Questo mese abbiamo fatto colazione con: Angelo Ruggiero, CIO di Unilever

Il percorso di migrazione al cloud riguarda, in un modo o nell’altro, la maggioranza delle aziende oggi. Modalità e scelte, tuttavia, dipendono da numerosi fattori e devono necessariamente tener conto della storia di ogni realtà, dello sviluppo tecnologico seguito nel tempo, della tipologia di processi e dati coinvolti e del mindset complessivo dell’organizzazione.

Unilever è una grande multinazionale, che opera nei mercati Nutrition and Ice Cream, Home Care, Beauty & Wellbeing and Personal Care, raggiungendo oltre 190 paesi con più di 400 brand. Fra questi, troviamo Algida, Calvé, Dove, Grom, Knorr, Mentadent e Svelto. Se nel mondo l’azienda impiega circa 149mila dipendenti, l’Italia ha comunque una dimensione rilevante in rapporto allo scenario locale, con 3.500 persone impiegate e molte attività coordinate o gestite sul territorio.

Per capire le dinamiche dell’evoluzione tecnologica e il rapporto fra scelte corporate e autonomia locale, abbiamo incontrato Angelo Ruggiero, CIO di Unilever.

Qual è oggi il vostro rapporto con il cloud e quali esigenze si celano dietro le scelte fin qui effettuate?

Veniamo da un anno, a livello corporate, che ha sancito la definitiva migrazione, dapprima con le applicazioni più piccole e poi con quelle core, a partire dal gestionale. Tra i motivi che hanno convinto al passaggio, troviamo la possibilità di disporre di aggiornamenti automatici puntuali, con ovvie ricadute sulla cybersecurity, i costi e la sostenibilità, potendo progressivamente dismettere i due data center che prima agivano in parallelo. Il prossimo passo sarà probabilmente in direzione dell’edge computing, poiché l’IoT sta prendendo piede nelle fabbriche grazie ai tempi di latenza molto bassi. L’input arriva direttamente dal mondo della produzione, dove il cloud viene ancora percepito come possibile fonte di interruzione del servizio. Dal punto di vista It, vantaggi rilevanti si sono registrati con il disaster recovery, oggi fruito in gran parte as-a-service con relativo sgravio di oneri per noi, e con lo storage, per ragioni di spazio occupato e flessibilità di gestione delle capacità.

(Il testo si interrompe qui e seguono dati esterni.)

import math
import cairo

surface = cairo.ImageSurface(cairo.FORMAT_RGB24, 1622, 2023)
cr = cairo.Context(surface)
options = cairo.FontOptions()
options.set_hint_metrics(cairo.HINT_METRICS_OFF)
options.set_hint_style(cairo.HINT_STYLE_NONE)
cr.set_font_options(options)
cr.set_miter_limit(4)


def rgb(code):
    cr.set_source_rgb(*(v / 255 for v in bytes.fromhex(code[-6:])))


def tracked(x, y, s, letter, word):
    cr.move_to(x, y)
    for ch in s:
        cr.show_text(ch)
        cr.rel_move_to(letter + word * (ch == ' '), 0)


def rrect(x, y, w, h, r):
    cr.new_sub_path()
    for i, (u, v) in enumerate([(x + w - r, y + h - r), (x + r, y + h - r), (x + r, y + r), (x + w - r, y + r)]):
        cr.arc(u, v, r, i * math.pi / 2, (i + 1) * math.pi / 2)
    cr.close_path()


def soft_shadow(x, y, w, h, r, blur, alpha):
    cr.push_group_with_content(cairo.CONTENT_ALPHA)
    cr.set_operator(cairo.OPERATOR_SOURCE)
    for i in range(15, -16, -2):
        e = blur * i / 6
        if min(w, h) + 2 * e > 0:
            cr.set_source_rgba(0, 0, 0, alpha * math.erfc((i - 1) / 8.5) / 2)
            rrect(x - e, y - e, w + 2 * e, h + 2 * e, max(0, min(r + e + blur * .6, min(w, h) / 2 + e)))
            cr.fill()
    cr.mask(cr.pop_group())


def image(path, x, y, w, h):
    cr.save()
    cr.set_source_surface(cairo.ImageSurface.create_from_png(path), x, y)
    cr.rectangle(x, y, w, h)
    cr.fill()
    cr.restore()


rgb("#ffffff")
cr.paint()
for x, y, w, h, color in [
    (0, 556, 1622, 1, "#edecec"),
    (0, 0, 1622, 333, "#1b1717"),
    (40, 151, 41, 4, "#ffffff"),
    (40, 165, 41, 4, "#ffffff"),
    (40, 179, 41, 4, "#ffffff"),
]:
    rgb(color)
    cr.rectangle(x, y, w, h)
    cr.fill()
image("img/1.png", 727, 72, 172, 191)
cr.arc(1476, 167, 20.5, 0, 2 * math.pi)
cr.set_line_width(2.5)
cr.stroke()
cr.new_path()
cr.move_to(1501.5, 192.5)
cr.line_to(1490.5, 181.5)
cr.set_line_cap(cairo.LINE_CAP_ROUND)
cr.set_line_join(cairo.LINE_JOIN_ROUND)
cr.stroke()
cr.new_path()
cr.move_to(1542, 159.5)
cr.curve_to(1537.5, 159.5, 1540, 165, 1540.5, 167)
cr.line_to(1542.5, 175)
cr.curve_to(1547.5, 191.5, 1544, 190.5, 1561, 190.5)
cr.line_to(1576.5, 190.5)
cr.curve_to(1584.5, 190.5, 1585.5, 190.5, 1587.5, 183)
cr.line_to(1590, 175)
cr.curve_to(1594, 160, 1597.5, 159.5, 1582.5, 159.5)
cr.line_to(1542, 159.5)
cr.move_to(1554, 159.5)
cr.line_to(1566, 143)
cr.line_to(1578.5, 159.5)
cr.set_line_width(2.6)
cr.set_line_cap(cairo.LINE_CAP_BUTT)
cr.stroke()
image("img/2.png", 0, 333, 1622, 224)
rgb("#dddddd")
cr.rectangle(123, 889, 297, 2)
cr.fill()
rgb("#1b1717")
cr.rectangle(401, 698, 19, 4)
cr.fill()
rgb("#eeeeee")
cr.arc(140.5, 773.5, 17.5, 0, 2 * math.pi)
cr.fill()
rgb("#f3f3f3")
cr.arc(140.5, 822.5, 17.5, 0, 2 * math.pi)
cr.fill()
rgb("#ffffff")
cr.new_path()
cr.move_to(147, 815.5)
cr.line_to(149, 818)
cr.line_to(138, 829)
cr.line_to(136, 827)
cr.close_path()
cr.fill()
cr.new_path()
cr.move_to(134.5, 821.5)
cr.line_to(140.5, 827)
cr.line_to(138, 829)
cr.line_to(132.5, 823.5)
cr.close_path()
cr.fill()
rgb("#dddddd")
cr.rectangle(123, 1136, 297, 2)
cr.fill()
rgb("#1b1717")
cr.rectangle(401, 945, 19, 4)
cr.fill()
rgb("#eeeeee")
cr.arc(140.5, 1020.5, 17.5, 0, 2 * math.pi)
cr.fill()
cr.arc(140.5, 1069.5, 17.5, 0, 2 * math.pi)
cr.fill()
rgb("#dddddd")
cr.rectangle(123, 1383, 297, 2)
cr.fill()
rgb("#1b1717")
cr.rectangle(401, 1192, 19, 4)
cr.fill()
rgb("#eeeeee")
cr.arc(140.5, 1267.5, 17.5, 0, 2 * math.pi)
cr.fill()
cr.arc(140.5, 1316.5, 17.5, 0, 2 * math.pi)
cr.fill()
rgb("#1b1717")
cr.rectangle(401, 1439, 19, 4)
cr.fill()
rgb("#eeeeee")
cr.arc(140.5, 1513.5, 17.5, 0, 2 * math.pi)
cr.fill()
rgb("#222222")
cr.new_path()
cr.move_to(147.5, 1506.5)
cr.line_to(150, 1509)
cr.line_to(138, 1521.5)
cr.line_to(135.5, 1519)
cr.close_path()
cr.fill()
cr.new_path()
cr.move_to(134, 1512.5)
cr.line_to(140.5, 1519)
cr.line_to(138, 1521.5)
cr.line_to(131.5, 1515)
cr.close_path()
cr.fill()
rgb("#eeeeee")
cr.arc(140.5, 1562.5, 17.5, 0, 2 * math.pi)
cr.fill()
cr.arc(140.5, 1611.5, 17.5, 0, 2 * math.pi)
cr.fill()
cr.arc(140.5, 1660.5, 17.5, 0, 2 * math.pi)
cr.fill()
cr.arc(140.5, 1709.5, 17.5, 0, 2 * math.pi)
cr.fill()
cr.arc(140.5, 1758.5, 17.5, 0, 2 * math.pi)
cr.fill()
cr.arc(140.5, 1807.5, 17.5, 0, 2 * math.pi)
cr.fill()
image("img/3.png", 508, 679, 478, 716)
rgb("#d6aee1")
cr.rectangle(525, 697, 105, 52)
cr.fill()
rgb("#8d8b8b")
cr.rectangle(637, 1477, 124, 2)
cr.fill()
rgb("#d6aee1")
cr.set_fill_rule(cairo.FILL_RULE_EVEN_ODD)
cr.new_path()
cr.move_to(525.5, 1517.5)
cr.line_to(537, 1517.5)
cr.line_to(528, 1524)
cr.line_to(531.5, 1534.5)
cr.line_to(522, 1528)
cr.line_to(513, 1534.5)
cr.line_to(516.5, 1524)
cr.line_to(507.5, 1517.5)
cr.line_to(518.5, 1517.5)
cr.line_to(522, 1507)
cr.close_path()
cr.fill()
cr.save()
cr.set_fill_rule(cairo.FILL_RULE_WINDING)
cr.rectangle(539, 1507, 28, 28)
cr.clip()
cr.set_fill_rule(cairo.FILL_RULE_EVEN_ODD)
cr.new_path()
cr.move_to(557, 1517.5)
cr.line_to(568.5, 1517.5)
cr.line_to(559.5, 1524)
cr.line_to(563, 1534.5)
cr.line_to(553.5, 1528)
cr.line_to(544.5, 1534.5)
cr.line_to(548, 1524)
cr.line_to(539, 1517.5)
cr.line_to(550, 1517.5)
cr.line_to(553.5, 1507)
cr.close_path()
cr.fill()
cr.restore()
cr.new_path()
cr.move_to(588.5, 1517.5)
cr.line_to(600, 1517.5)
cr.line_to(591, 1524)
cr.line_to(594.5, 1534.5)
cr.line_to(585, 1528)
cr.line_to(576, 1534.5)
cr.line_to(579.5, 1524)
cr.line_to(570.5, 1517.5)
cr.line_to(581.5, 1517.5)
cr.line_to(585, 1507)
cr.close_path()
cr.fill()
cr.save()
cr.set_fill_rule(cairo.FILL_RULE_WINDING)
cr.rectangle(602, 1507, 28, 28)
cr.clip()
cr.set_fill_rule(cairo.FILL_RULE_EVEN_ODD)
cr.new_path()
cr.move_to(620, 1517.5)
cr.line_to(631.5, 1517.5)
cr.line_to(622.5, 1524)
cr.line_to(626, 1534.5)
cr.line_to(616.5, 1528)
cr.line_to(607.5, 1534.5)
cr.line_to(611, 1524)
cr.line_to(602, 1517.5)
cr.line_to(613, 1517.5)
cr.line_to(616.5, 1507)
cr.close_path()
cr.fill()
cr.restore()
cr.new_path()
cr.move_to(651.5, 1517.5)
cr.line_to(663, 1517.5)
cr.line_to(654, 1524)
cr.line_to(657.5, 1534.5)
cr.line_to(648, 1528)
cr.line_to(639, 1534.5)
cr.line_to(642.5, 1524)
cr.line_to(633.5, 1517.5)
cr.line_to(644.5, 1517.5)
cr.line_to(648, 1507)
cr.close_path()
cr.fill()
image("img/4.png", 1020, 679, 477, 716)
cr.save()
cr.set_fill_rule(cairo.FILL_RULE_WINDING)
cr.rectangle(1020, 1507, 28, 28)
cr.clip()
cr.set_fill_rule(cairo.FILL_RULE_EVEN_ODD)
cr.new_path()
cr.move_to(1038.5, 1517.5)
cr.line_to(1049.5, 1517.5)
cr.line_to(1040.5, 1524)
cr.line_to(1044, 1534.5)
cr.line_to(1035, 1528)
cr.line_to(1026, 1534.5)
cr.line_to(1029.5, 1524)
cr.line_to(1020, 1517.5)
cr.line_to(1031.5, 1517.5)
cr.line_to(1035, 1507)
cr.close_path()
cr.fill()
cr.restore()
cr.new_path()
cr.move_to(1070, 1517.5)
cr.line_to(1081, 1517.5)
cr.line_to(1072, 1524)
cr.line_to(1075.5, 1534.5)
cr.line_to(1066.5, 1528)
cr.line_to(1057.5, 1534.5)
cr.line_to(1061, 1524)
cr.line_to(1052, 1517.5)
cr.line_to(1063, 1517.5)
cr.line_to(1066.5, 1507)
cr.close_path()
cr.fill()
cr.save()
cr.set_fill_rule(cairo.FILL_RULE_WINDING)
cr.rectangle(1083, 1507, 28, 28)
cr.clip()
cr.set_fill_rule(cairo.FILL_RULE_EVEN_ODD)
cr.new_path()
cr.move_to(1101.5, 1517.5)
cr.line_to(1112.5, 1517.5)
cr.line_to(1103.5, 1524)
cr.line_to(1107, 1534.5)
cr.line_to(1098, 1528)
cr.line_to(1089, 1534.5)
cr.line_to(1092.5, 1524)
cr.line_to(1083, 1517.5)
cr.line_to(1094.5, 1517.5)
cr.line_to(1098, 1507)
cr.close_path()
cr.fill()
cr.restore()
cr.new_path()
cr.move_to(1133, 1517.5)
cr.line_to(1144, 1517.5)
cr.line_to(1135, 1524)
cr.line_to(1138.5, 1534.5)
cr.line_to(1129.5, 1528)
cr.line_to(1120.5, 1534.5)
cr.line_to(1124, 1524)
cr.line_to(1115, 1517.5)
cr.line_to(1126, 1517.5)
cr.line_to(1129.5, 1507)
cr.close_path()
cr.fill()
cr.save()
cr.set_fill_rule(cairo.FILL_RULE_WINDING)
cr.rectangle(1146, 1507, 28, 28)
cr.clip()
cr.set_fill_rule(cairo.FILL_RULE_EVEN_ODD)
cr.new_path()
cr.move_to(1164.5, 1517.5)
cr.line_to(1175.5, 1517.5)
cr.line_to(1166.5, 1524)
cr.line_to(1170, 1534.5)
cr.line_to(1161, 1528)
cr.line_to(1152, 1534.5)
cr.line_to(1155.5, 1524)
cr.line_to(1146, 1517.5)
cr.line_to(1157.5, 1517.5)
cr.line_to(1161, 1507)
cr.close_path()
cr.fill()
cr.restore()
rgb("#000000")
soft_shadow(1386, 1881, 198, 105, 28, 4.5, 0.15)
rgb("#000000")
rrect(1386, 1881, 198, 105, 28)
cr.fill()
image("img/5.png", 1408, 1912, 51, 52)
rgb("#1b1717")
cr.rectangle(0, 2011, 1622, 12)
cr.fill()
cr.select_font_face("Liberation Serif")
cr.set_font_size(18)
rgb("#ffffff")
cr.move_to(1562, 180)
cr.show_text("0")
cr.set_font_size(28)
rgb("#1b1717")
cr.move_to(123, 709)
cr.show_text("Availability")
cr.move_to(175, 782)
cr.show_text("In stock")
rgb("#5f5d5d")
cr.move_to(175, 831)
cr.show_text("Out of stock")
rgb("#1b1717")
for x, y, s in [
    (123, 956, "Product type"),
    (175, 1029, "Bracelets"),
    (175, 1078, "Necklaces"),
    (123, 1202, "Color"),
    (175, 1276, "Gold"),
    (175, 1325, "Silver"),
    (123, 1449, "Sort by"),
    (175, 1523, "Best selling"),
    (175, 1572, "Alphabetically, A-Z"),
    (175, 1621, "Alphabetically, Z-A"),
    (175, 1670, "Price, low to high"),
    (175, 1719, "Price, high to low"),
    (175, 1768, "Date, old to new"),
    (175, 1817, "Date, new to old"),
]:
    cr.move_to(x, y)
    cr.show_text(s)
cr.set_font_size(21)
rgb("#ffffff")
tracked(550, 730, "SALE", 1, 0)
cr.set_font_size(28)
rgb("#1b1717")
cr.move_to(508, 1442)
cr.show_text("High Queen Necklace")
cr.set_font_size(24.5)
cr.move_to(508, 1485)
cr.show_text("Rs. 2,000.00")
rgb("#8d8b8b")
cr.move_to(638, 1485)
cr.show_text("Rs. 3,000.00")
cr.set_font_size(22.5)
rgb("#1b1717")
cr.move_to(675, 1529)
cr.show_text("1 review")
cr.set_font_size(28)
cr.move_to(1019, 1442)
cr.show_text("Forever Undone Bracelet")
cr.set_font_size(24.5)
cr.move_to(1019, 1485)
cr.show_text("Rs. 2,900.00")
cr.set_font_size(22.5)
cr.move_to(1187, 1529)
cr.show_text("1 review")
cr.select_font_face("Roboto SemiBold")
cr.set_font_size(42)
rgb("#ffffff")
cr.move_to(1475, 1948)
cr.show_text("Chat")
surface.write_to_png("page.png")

Come avviene il processo decisionale all’interno di una multinazionale come la vostra?

La scelta dei fornitori e dei provider viene gestita a livello corporate e non ci sono margini per agire localmente. La scelta centrale si è orientata verso il cloud pubblico, ma è allo studio la possibilità di dotarsi anche di cloud privato per alcune tipologie di applicazioni e dati. Come già indicato, gran parte dell’azienda è ormai migrata, mentre la produzione progredirà in direzione dell’edge computing per ragioni di opportunità e di business. In generale, riteniamo che il cloud vada interpretato soprattutto come una soluzione, in grado di alleggerire

Quali sono le principali preoccupazioni che avete sul fronte della sicurezza?

Poniamo un’attenzione estrema su tutto quanto si può ricondurre alle classiche minacce esterne, ma monitoriamo con precisione anche quanto accade sulla rete, per poter rilevare attività anomale anche attribuibili a specifici utenti, in modo da poter intervenire e verificare con tempestività l’accaduto. Esiste anche un crisi scorporate team, del quale faccio parte anch’io, che si riunisce periodicamente per esaminare situazioni di potenziale pericolo di vario genere (disastri naturali, ma anche guerre o altro), che possono avere ripercussioni sui nostri siti.

Come sta evolvendo il mindset aziendale alla luce della trasformazione dei processi e dei metodi di lavoro?

Gli utenti hanno capito che tutto sta andando in cloud e questo porta con sé magari anche qualche rischio, ma soprattutto benefici talvolta tangibili e talaltra senza comunque impatto sull’operatività. Dal nostro punto di vista, poniamo molta attenzione sull’adattamento del comportamento in funzione della minimizzazione dei rischi. Ogni volta che si accende un pc, compare una maschera che ricorda i principi fondamentali da rispettare, arrivano messaggi che ricordano gli aggiornamenti frequenti da effettuare e poi si fanno anche campagne simulate di attacco. Qui si gioca la vera partita della digitalizzazione oggi e nel tempo a venire.